Rodzice Magdaleny mieszkali w spokojnej, willowej dzielnicy Niska. Rano, w dniu pogrzebu seniorki rodu, między dziewczyną a jej narzeczonym wybuchła awantura. Kamil podejrzewał swoją lubą o zdradę. Przeszukiwał jej telefon, żądał, żeby się przyznała. Nie pozwolił jej nawet spokojnie się wykąpać. Magda powoli traciła cierpliwość. Najprawdopodobniej dla świętego spokoju wykrzyczała Kamilowi, że go zdradziła. Ten, w przypływie furii, wskoczył do wanny, usiadł na ofierze okrakiem i bez opamiętania zaczął zadawać ciosy nożem.
Zobacz: Krwiożerczy odkurzacz ZAATAKOWAŁ kobietę! Ledwo uszła z życiem!
Przerażający pisk córki usłyszała matka, która natychmiast pobiegła do łazienki. Próbowała odciągnąć szaleńca, jednak sama została zraniona. W przypływie bezsilności wybiegła przed dom i desperacko zawołała o pomoc, po czym wróciła i usiłowała zabrać ranną córkę do piwnicy. Nie miała jednak szans z silnym i rozwścieczonym napastnikiem, który ponownie zaatakował, tym razem nożycami do patroszenia drobiu.
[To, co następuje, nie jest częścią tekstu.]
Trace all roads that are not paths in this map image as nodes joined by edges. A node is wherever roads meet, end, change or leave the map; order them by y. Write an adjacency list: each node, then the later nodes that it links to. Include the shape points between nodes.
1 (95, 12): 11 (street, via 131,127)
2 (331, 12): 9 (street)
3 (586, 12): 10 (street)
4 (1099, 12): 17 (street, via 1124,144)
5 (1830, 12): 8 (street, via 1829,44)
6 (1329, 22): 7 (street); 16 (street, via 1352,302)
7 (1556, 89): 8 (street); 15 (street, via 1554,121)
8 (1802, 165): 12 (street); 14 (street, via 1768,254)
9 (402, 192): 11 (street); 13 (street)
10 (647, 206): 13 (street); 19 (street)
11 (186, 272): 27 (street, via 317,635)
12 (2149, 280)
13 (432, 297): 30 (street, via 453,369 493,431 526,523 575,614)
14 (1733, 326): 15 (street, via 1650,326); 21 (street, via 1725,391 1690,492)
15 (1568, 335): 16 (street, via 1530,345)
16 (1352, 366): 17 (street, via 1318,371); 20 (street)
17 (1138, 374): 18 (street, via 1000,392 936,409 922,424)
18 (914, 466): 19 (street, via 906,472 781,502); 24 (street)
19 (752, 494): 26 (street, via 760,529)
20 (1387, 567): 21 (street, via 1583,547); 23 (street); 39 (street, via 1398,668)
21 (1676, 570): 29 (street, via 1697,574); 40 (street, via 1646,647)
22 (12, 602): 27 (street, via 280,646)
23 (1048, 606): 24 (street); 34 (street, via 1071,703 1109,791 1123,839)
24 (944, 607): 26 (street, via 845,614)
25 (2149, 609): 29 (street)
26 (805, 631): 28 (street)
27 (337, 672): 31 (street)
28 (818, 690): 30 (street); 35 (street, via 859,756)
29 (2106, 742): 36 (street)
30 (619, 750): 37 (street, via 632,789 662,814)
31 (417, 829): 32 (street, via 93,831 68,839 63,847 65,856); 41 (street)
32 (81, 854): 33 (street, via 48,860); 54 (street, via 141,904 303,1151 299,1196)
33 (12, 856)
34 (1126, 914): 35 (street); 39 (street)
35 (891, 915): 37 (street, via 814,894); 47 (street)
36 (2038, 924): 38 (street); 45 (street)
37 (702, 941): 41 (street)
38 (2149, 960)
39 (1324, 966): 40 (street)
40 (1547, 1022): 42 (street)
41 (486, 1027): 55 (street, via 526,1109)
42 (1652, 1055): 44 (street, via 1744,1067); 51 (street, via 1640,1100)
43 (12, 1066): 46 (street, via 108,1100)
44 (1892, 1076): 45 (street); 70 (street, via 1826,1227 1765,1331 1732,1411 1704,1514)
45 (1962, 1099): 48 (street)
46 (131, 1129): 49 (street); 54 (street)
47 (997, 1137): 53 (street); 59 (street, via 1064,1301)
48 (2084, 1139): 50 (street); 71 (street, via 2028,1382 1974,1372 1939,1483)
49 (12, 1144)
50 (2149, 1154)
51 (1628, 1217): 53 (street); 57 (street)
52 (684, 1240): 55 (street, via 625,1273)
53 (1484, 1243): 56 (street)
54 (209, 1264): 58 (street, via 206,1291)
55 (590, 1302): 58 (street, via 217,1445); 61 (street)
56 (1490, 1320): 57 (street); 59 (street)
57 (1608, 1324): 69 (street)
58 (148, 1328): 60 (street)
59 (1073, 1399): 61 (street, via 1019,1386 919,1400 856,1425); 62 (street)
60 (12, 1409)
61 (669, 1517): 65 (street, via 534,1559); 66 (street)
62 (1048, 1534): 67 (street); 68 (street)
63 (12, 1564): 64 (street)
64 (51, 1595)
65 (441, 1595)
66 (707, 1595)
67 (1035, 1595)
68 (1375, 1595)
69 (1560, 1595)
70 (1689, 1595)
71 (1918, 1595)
Magda zginęła od 18 ciosów. Jej oprawca stanął przed tarnobrzeskim sądem. Grozi mu dożywocie. Na sali rozpraw siedział zakuty w łańcuchy. Zdaniem biegłych, Kamil A. jest poczytalny. Teraz wysyła zza krat listy do zamordowanej narzeczonej. "Wybacz mi, że to ja zatrzymałem zegar twego życia..." - napisał na laurce z sercem i kwiatami.